Please report each line in the material below that includes "juldızı".
*** DATA EXTRACTS ***
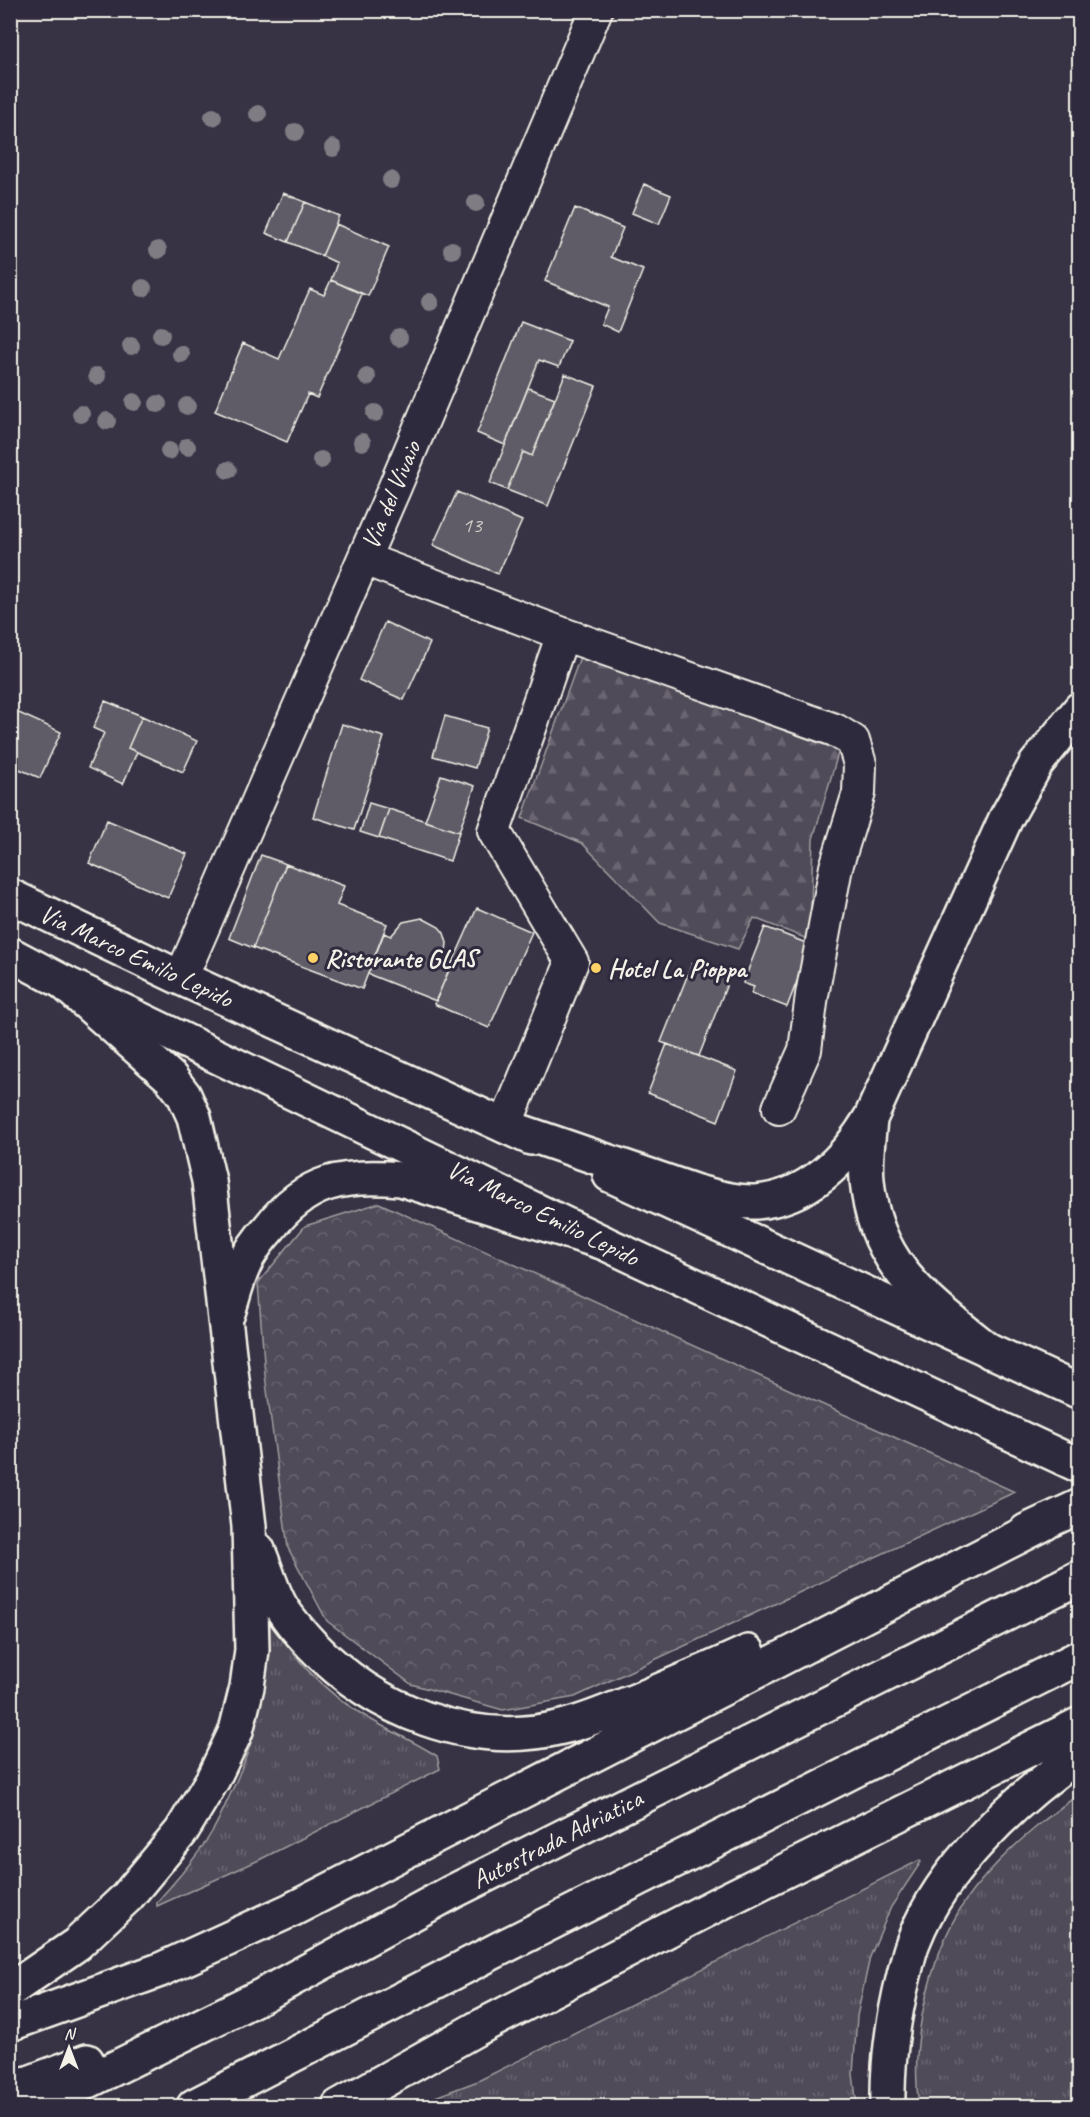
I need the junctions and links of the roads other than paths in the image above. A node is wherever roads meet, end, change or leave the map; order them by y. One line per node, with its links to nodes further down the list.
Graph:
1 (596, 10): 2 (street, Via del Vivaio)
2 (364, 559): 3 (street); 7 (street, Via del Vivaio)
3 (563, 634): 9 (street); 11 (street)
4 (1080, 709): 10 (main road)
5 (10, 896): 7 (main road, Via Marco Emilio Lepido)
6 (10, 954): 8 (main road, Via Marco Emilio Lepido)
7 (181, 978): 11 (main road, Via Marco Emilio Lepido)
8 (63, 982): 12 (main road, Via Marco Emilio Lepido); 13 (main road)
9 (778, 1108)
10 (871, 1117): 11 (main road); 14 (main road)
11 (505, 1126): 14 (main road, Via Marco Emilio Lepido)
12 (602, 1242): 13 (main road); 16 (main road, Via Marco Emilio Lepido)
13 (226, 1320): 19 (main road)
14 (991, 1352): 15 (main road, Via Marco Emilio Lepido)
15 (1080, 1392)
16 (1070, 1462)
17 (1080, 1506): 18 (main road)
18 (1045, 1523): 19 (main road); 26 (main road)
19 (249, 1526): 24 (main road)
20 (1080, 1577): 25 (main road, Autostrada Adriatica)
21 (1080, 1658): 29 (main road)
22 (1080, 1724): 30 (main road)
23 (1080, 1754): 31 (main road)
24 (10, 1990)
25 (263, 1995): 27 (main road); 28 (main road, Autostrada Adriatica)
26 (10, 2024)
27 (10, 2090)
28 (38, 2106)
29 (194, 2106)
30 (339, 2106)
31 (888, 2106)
*** End of DATA EXTRACTS ***
*** DATA EXTRACTS ***
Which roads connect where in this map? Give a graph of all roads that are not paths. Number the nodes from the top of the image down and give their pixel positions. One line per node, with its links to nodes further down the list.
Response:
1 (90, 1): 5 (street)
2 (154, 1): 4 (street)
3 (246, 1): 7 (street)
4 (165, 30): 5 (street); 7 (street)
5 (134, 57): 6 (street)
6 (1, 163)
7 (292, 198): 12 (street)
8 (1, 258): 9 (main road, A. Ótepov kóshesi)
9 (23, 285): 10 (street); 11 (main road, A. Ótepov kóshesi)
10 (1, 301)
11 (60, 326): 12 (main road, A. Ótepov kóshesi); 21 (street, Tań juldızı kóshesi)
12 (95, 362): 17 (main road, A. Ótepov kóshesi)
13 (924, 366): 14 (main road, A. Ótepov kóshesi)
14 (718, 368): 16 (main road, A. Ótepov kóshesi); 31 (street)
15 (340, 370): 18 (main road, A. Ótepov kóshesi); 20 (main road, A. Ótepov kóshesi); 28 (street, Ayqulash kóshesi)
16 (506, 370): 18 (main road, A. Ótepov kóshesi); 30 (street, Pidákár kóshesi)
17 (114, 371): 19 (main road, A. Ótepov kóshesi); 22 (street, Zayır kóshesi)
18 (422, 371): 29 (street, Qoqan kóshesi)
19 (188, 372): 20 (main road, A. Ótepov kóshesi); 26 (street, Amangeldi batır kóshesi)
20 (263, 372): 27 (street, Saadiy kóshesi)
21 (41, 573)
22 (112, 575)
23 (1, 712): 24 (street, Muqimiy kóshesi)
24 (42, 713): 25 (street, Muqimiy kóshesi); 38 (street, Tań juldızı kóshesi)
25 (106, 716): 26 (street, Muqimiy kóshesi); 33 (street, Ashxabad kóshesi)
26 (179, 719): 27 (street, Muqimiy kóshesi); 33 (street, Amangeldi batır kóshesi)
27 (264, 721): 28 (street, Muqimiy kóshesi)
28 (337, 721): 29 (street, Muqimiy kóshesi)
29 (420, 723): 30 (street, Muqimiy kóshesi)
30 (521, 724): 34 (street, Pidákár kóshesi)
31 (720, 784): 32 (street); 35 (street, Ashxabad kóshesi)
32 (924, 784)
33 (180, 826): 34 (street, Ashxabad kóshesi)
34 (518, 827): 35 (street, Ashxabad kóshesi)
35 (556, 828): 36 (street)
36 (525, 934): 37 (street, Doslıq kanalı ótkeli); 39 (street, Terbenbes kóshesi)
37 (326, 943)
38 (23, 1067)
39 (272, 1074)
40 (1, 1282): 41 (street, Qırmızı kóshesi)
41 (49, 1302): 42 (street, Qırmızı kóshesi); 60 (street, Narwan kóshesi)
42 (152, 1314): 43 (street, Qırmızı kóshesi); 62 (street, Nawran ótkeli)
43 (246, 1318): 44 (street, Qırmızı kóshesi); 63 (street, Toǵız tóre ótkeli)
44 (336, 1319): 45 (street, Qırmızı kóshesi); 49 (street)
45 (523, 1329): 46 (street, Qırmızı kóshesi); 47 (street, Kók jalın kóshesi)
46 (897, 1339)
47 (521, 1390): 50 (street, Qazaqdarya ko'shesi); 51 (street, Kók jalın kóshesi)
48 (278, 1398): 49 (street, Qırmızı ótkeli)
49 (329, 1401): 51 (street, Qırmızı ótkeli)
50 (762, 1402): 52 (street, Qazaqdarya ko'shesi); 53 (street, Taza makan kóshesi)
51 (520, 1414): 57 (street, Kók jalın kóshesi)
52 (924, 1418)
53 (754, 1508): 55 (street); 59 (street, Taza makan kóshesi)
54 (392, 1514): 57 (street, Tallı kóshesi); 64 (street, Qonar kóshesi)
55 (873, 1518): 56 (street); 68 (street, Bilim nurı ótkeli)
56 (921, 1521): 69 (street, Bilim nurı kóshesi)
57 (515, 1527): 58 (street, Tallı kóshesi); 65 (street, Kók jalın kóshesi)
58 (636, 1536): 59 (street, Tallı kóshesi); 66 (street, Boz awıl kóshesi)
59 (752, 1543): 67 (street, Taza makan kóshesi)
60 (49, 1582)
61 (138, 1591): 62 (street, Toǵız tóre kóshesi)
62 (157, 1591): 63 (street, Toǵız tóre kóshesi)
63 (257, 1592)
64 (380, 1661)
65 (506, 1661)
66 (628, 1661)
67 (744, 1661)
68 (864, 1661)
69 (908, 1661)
*** End of DATA EXTRACTS ***
◆ SOLUTION TO THIS EXERCISE
11 (60, 326): 12 (main road, A. Ótepov kóshesi); 21 (street, Tań juldızı kóshesi)
24 (42, 713): 25 (street, Muqimiy kóshesi); 38 (street, Tań juldızı kóshesi)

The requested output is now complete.